As of August 2008, Harding is represented by Creative Artists Agency. His videos are viewable on YouTube, Google Video, Vimeo and his own site. His "Where the Hell is Matt? (2008)" video has been watched over 43,700,000 times on YouTube since 2011 and Harding's YouTube channel is ranked "#83 - Most Subscribed (All Time) - Directors" as of December 22, 2010.

Drawing on the practice of Culture Jams, the Situationist International movement and the practices of incorporation and excorporation, Milstein and Pulos conclude that "while some of Harding's videos are tied to corporate sponsorship, the arc of his projects also argues for the possibility of reorienting oneself with others to keep one step ahead of incorporation – even, ironically, while actively sponsored. This sense of possibility is essential in contemporary society as even not-for-profit public institutions – including universities and philanthropic organizations – seek out sponsorship from multinational corporations."

In November 2015, Harding launched a Kickstarter campaign to fund the making of a new video. Backers were allowed to vote on places where they would like him to go to for his new videos and he raised $146,075 out of a $125,000 goal. Via social media, he also broadcast the places where he would be dancing and invited netizens to participate in the making of his new video. By October 2016, he had finished his global dancing tour and was finalizing the edit of the video.

==Major media coverage==
Harding's video clips have appeared on television shows including:
- The Screen Savers (March 17, 2005)
- MSNBC's Countdown with Keith Olbermann (August 18, 2005)
- Inside Edition (August 19, 2005)
- The Ellen DeGeneres Show (October 10, 2005)
- Rude Tube (February 15, 2008)
- 40 Greatest Internet Celebrities on VH1
- Jimmy Kimmel Live! (August 6, 2008)
- Enough Rope (August 18, 2008)
- The Daily Show (November 6, 2008)
- Good Morning America (May 31, 2006)

In 2007, Jawed Karim, one of the founders of YouTube, stated that Harding's video was his favorite on YouTube at that time.

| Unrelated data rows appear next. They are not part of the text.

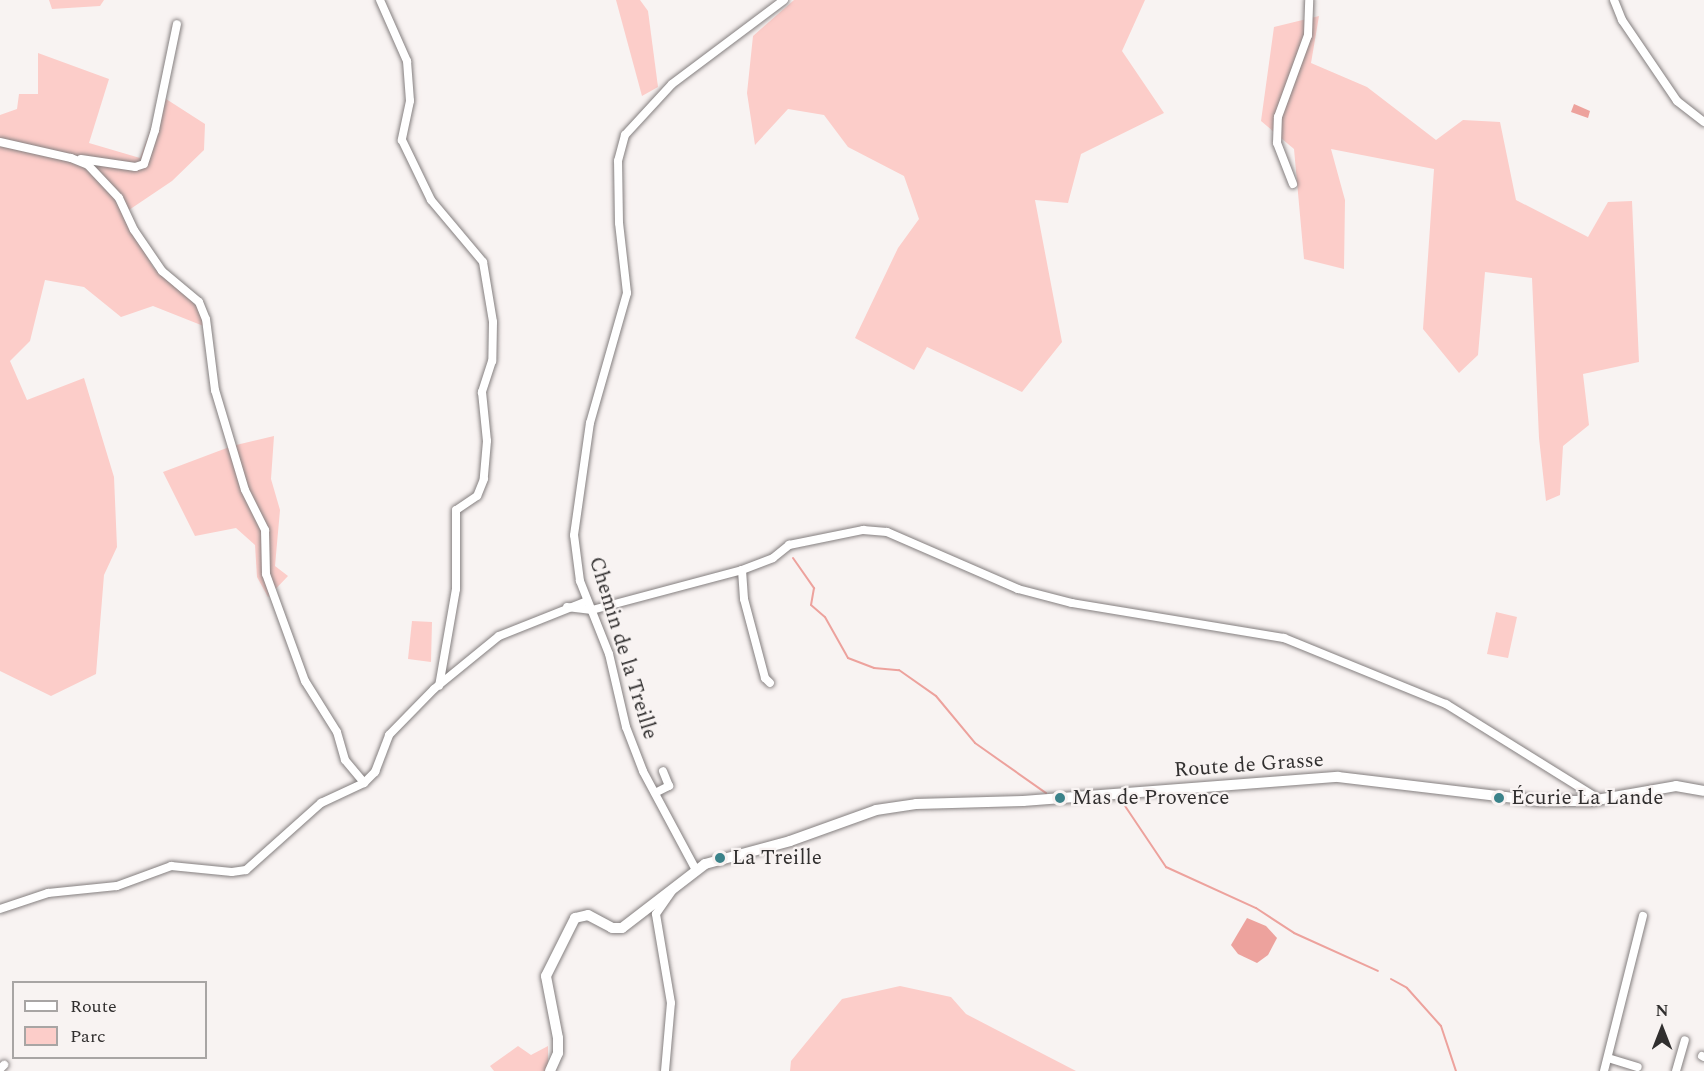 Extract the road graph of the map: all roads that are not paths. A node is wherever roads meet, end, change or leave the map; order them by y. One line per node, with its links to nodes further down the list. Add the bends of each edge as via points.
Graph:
1 (380, 0): 16 (street, via 407,61 410,101 402,140 422,187 486,268 493,322 492,361 482,392 484,478 477,496 456,510 456,589)
2 (784, 0): 11 (street, Chemin de la Treille, via 672,84 622,142 618,160 619,223 627,293 602,375 579,489 574,535)
3 (1309, 0): 9 (street, via 1308,34 1278,117 1277,143)
4 (1614, 0): 6 (street, via 1622,20 1677,101)
5 (177, 24): 8 (street, via 144,164 135,167)
6 (1704, 122)
7 (0, 142): 8 (street)
8 (71, 158): 19 (street, via 100,175 119,198 134,230 162,271 200,302 215,390 245,490 265,530 266,574 305,681 337,732 345,760)
9 (1293, 184)
10 (742, 570): 14 (street); 15 (street, via 744,599 765,678); 18 (street, via 773,558 789,545 863,530 887,532 1018,589 1072,603 1284,638 1446,704)
11 (580, 581): 12 (street, Chemin de la Treille); 13 (street)
12 (587, 601): 13 (street); 14 (street, Chemin de la Treille)
13 (571, 605): 14 (street); 16 (street, via 499,636)
14 (592, 610): 21 (street, Chemin de la Treille, via 609,654 626,727)
15 (770, 683)
16 (439, 686): 19 (street, via 389,735 375,772)
17 (663, 771): 21 (street, via 669,786)
18 (1576, 782): 22 (street); 23 (street)
19 (364, 783): 26 (street, via 321,803 246,870 171,866 117,886 48,893)
20 (1704, 791): 22 (street, Route de Grasse, via 1676,786)
21 (655, 793): 24 (street, Chemin de la Treille)
22 (1600, 800): 23 (street, Route de Grasse)
23 (1577, 802): 24 (street, Route de Grasse, via 1499,798 1338,777 1023,801 916,804 862,813 790,841 720,858)
24 (696, 870): 25 (street, Route de Grasse)
25 (672, 890): 31 (street, Route de Grasse, via 622,928 584,914 570,924 546,976 558,1038 558,1053); 32 (street, via 656,914 671,1004)
26 (0, 909)
27 (1643, 916): 29 (street)
28 (1685, 1040): 34 (street)
29 (1608, 1058): 30 (street); 33 (street)
30 (1638, 1067)
31 (550, 1071)
32 (665, 1071)
33 (1604, 1071)
34 (1676, 1071)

On July 22, 2008, and again on July 25, 2010, and July 10, 2012, and June 14, 2020, NASA featured Harding's videos on the APOD (Astronomy Picture of the Day) Web site. Text accompanying these videos, under the heading "Happy People Dancing on Planet Earth", claims that humans worldwide share a common love of dance, stating that "few people are able to watch the above video without smiling." Harding himself has joked that he is impressed by his appearances on APOD, especially since his videos have nothing to do with astronomy, nor are they pictures.

==Hoax==
On December 11, 2008, Matt Harding sarcastically revealed at the Entertainment Gathering that "everyone knows how easy it is to 'fake things' on the internet." According to this confession, the videos were an elaborate hoax, Harding was not a game designer but rather an actor hired by a viral marketing New York ad agency, and the videos were made using animatronic puppets and extensive video editing. His presentation included a pie chart of supposed expenses, such as $1 million for "robot uprising insurance". Harding's hoax was lost on many when his talk was posted online, with a larger public perceiving the prank as an actual confession. A month after his presentation, criticism was so widespread that at the Macworld convention Harding revealed the "hoax about the hoax" and joked that many people took it seriously. He explained he came up with the prankster idea when he himself felt duped by a viral video titled "Bike Hero", which turned out to be a marketing campaign. He also made it very clear that the videos he made were indeed real.